ROE will remain as low as about 7% in the UK and 5% in the European Union, according to the consultancy.
Across Europe, banks could see their common equity tier-1 (CET1) ratios fall as low as 8%. That compares with CET1 ratios going into the crisis of around 12% or 13%. Today, BBVA suffers the lowest CET1 ratio of European banks, according to Berenberg, with 10.8%.
McKinsey’s report, which is based on a survey of senior executives in banking and other industries, takes an unusually long and bearish view on the sector. It is based on a eurozone drop in GDP of 11% in 2020, with a recovery in late 2023. It takes into account government stimulus, but not the possible reaction from banks’ management.
Healthy banks are a critical pillar for a well-functioning economy, so banks and regulators must jointly find the way to recovery
– Ildiko Ring, McKinsey
According to the report, a looming hit of 40% or more on banks’ revenues after cost of risk – with no recovery before 2024 – is a scenario “more severe for banking economics than the 2007-8 financial crisis or the 2010 European debt crisis”.
European banks ROE to 2025
Banks’ mortgage businesses – often accounting for about a third of pre-tax profit in Europe – will not recover before 2024, for example.
Defaults are the main concern.
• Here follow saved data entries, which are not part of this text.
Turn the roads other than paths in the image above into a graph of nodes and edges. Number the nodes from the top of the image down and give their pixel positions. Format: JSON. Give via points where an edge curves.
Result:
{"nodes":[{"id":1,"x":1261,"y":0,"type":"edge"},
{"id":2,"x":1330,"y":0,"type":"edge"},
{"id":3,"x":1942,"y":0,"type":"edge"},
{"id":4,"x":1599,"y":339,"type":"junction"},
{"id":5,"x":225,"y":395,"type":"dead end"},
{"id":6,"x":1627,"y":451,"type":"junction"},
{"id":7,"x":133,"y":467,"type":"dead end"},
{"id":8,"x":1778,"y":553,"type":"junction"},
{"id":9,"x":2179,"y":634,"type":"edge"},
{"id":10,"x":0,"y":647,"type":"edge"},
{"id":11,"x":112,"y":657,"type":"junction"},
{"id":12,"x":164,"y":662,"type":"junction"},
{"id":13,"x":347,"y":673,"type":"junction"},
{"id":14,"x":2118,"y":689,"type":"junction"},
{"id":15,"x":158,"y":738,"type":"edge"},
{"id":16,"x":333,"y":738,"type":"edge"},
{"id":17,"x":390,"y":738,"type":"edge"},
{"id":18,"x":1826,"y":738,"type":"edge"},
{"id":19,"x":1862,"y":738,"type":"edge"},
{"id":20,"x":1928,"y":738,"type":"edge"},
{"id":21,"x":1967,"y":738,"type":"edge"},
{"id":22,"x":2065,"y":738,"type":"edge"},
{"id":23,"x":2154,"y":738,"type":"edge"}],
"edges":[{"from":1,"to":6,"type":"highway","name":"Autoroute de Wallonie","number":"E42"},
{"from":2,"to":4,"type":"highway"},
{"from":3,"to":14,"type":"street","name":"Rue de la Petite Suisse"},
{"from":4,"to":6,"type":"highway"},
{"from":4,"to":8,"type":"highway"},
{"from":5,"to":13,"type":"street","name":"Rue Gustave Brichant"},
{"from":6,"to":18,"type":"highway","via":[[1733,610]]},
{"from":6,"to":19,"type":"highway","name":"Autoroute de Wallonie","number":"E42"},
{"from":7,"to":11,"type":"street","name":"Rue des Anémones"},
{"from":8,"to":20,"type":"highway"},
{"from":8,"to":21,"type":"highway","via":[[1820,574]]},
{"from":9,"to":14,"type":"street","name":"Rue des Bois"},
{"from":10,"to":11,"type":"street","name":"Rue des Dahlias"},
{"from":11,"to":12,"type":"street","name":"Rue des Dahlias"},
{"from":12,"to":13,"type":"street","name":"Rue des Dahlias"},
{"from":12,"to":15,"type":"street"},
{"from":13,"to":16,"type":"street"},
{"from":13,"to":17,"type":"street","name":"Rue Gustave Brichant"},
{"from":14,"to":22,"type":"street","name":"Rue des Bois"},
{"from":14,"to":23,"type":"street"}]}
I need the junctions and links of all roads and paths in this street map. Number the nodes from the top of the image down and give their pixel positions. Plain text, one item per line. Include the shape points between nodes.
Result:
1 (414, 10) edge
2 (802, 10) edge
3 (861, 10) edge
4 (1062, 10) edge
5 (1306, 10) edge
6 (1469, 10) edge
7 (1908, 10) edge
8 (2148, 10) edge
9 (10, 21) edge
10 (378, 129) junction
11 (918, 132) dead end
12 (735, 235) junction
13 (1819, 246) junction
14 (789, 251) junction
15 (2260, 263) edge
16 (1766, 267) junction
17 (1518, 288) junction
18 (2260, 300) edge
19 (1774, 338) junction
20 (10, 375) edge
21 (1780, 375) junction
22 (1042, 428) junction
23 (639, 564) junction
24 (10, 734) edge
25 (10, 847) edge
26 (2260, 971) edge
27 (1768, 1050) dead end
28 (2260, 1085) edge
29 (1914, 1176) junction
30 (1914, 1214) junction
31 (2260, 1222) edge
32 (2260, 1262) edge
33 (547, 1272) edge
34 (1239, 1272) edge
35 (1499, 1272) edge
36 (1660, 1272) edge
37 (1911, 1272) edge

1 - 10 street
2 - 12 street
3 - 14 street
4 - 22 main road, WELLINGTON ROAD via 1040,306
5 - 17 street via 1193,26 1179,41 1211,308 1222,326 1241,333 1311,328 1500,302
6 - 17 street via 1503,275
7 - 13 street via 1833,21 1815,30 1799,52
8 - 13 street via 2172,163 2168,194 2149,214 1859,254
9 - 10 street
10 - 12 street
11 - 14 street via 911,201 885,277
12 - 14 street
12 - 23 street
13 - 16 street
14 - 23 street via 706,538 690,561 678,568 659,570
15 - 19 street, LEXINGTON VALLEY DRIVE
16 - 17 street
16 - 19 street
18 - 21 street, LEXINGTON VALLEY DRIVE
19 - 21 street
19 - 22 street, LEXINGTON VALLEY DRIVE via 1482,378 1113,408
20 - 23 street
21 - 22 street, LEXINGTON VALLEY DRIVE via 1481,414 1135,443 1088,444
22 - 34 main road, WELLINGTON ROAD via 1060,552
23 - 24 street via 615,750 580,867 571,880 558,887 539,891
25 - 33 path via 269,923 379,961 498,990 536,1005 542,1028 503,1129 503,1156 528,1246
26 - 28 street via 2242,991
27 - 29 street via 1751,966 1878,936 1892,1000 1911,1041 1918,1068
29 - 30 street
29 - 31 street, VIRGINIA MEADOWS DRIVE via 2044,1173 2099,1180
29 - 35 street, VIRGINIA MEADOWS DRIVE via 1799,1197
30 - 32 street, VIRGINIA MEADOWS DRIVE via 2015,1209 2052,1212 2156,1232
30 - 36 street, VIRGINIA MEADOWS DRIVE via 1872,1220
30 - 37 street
Credit losses could even be higher than the adverse scenarios in the European Banking Authority’s (EBA) stress tests: although banks’ first-quarter provisions were, on average, less than 10% of the regulator’s adverse-scenario losses, according to Barclays.
Commercial banking costs are to triple by 2021, driven by losses in small and medium-sized enterprises (SMEs), according to the report. Meanwhile, lower credit ratings for some commercial clients will also drive up capital consumption through risk-weighting calculations.
Overall, McKinsey suggests that credit losses and rising risk weights – coupled with squeezed revenues due to low margins and low interest rates – will mean an average drop of 11 percentage points of ROE in the UK in 2020 and 2021, and of six percentage points in the EU.
Ildiko Ring, one of the co-authors of the report, says UK banks will be particularly severely hit, not just because of the accompanying risks around Brexit but also because of a less conservative lending culture generally, notably in consumer finance.
Across Europe, liquidity coverage ratios, though strong going into the crisis, will weaken as a result of corporate clients drawing down on committed facilities, among other factors. That increases the possibility of one distressed bank triggering wider liquidity worries, according to McKinsey.
Tricky and highly dilutive capital raises, as well as even more government interventions to prop up the banks, are to be expected.
While governments and regulators will lean on banks to support the economy, one solution to banks’ capital pressures is to increase the share of loans that are secured. Banks should also move to loan pricing that is more based on the cost of capital, for example.
At a time when banks are working more closely to support governments’ loan guarantee schemes, among other things, the report suggests “moving from a control-based culture to one based on strong values supported by smart controls”.
Nevertheless, it’s clear that banks face a tension between trying to do the right things for their customers and protecting their businesses.
“Healthy banks are a critical pillar for a well-functioning economy, so banks and regulators must jointly find the way to recovery,” says Ring.
A customer survey by the consultancy shows that while the use of cash has halved during the coronavirus outbreak, digital engagement levels have risen by as much as 20%. At the same time, up to 40% of customers have asked for advice and new products to help them manage the crisis.
Digitalization, therefore, offers a partial way out, including better use of data analytics to support small businesses at the same time as making sure the bank is properly managing its risk and capital consumption.
“Now is the time for banking executives to reimagine how their institutions operate,” the report states.
It’s not enough. Banks need to consider carving out non-core businesses that add to their complexity, even if they are profitable, such as consumer finance and payments. Meanwhile, past experience suggests domestic bank mergers could bring cost reductions of up to 40%.
Wealth management and payments are among the brighter spots, as they should bounce back more rapidly. The consultancy expects a rebound in wealth management that is two or three years ahead of other sectors, as it notes financial assets and borrowing of the richest customers typically recover faster than the broader economy.
However, better volumes in consumer finance and bancassurance – as clients seek to tide themselves over or protect their futures – are unlikely to make up for retail banks’ hit from loan losses and lower mortgage volumes.